Nge-Review Novel Padang Bulan

@j.dhaiwin

Padang Bulan
Oleh : Andrea Hirata

“Waspada, Bujang. Lidah membuat dosa, semudah parang merampas pisang.”

Salah satu penggalan kalimat yang saya suka dari kisah Padang Bulan. Saya penasaran, apa ada tali penghubung antara lidah yang membuat dosan dengan parang merampas pisang? mengapa harus pisang? apakah ini semacam pengadaian, atau peribahasa, perumpamaan?

Padang Bulan, karya Andrea Hinata yang baru saya tahu merupakan dwilogi Cinta di Dalam Gelas. Kisah segar, rasanya karena saya jarang betul membaca buku dengan bau bahasa daerahnya sangat kental. Seperti ulasan para pembaca lain, saya setuju bahawa cerita ini merupakan sebuah kisah yang indah dengan kedalaman intelektualitas, humor yang dibalut dengan watak, sifat para tokoh yang unik, parodi dan cinta, serta kiat memahami dengan cara yang tak biasa, sebagai pembuka mata bagi pembaca untuk melihat budaya, diri sendiri.
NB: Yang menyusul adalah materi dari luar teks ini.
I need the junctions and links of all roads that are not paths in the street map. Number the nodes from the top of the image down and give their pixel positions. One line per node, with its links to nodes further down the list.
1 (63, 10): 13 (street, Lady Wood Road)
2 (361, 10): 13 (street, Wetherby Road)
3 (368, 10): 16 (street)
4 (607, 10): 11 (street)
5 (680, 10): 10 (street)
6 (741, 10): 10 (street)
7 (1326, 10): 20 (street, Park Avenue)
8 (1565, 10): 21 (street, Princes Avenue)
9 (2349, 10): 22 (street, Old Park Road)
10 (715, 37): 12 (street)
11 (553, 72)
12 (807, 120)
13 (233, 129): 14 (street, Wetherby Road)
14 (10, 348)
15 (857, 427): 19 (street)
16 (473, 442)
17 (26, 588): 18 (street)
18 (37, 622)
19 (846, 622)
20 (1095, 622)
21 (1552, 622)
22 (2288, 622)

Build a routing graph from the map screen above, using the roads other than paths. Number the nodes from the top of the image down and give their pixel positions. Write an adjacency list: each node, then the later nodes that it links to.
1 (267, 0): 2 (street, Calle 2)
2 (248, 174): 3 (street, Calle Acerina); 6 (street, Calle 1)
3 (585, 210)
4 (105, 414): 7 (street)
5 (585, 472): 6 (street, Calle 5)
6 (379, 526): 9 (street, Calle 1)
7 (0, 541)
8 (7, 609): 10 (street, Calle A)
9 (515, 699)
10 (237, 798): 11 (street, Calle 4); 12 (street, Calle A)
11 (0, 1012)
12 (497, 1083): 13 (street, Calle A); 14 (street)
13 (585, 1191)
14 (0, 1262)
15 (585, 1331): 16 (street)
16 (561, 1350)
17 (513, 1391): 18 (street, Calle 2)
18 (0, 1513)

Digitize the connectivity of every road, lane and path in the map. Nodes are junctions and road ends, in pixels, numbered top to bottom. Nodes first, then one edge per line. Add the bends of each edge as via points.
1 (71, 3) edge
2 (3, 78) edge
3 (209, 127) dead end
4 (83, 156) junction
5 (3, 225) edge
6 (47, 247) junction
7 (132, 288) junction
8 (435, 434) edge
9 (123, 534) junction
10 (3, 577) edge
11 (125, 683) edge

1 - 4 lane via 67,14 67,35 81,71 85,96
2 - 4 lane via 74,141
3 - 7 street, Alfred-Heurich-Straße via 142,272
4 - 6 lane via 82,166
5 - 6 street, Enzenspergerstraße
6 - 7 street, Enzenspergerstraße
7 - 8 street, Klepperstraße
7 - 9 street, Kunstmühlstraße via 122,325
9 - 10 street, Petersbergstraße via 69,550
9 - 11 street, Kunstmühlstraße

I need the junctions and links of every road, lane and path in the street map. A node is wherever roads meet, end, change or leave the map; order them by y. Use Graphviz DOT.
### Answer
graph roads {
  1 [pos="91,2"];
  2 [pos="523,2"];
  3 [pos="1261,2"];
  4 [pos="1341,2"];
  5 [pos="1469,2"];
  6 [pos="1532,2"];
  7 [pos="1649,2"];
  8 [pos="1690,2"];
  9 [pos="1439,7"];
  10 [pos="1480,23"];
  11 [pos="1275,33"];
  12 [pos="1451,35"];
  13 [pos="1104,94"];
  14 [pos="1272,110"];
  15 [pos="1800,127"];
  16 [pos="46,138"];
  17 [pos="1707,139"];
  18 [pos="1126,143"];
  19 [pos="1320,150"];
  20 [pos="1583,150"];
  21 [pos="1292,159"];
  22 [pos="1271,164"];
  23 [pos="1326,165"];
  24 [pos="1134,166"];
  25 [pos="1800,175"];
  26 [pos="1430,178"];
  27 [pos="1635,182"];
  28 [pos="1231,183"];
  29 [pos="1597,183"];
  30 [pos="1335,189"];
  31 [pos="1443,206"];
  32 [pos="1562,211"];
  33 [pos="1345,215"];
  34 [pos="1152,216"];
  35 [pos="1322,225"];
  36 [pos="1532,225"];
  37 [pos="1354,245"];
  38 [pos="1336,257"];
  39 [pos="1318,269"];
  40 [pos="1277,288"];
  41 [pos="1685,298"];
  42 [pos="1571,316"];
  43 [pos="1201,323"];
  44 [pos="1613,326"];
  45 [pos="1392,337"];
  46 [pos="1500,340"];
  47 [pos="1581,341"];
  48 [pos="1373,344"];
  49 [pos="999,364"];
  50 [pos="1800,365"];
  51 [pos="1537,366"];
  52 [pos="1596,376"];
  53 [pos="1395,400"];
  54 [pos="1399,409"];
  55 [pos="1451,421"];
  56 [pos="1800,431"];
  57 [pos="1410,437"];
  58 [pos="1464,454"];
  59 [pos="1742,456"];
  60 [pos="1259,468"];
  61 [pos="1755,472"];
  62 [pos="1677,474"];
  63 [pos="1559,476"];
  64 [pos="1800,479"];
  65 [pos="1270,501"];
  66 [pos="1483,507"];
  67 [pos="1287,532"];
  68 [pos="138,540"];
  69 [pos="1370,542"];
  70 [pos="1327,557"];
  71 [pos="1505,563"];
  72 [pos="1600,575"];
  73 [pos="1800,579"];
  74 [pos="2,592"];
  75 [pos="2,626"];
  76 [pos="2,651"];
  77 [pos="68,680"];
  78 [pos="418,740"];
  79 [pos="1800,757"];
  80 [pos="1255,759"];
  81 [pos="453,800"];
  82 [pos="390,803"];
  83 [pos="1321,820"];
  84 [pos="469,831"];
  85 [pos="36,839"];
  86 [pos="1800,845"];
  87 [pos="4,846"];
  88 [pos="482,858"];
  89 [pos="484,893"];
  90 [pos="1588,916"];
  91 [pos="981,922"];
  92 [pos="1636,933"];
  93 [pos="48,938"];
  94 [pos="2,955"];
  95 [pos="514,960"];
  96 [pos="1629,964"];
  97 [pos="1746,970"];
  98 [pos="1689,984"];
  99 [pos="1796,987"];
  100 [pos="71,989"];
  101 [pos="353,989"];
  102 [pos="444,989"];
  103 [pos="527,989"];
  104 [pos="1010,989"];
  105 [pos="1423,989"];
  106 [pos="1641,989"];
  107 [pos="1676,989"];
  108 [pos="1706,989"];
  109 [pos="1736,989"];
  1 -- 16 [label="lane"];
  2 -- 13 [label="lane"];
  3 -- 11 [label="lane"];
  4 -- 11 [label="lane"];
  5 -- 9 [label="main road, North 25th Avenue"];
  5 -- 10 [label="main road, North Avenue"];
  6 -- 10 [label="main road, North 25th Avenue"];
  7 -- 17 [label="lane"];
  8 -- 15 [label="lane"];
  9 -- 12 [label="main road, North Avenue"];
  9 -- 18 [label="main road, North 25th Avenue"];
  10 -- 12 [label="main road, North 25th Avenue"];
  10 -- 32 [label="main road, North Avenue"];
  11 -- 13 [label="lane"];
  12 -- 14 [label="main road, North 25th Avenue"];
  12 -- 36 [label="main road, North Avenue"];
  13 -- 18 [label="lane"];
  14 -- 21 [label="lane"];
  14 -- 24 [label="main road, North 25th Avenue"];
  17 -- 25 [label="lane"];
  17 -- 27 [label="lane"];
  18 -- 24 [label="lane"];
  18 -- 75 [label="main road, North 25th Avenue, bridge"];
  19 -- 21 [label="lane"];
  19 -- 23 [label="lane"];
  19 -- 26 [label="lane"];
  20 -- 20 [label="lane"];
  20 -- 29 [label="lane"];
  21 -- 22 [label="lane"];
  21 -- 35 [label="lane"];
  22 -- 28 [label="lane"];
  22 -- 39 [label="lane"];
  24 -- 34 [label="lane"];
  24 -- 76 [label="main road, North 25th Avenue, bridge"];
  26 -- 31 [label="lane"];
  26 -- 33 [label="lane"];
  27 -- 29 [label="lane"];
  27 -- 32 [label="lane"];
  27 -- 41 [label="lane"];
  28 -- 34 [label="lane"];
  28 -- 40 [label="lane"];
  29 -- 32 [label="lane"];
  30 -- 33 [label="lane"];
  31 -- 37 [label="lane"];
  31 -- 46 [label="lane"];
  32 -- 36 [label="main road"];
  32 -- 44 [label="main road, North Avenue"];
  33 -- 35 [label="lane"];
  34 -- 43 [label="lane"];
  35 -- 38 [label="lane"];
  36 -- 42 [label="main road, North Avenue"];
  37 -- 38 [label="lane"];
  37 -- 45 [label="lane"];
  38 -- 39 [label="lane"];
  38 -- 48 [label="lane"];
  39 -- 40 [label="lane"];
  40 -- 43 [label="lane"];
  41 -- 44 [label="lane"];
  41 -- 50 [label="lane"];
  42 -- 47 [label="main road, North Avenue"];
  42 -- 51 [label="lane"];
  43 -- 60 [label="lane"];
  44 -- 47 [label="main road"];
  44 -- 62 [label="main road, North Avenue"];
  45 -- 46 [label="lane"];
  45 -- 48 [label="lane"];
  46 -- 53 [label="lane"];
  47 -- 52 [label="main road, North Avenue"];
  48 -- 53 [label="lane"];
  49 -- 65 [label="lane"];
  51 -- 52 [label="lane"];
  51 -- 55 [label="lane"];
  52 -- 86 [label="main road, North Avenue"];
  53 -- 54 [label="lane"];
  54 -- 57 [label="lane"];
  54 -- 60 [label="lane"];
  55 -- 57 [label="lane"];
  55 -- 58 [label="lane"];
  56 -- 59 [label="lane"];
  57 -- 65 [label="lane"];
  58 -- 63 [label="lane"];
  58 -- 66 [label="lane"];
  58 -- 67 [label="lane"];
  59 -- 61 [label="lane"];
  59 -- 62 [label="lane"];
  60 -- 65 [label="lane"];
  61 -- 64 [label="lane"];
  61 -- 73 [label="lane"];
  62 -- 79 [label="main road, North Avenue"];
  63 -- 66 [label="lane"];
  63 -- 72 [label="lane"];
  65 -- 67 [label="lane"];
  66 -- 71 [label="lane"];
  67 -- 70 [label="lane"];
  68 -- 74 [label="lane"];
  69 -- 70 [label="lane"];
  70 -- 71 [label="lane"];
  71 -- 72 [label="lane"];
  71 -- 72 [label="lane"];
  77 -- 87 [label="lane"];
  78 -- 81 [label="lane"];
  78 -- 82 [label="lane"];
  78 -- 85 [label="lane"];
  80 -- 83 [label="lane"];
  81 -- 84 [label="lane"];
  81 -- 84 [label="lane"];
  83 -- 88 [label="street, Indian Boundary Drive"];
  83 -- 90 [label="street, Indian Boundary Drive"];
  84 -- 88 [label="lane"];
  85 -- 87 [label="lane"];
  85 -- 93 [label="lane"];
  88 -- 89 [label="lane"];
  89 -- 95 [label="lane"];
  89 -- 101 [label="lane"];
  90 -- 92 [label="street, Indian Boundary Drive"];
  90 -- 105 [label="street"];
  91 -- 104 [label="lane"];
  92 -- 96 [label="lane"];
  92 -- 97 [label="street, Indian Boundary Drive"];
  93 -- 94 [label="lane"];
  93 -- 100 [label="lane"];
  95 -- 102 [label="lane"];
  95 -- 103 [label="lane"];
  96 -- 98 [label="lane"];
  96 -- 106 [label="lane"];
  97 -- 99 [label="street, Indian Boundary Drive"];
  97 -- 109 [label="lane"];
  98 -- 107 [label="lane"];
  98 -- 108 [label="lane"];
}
Sepertinya saya harus menjajal membaca buku karya beliau yang lain.

Cerita ini mengisahkan dua tokoh, perempuan bernama Enong, dan seorang lelaki bernama Ikal. Hidup untuk mengejar impian, walaupun orang bilang itu hal yang tidak masuk akal, mengingat keadaan keluarga masing-masing yang dibilang secukupnya pun tidak. Enong, sedari kecil bercita-cita ingin menjadi seorang guru, namun hal tersebut harus ia tunda karena kabar duka dari ayahnya yang meninggal tertimbun tanah di ladang pertambangan timah. Selaku anak tertua ia paham betul apa yang dimaksud dengan bertanggung jawab, maka dengan nekat dan keputusan yang sudah bulat, ia memilih untuk bekerja nan jauh, untuk menghidupi ibu serta adik-adiknya.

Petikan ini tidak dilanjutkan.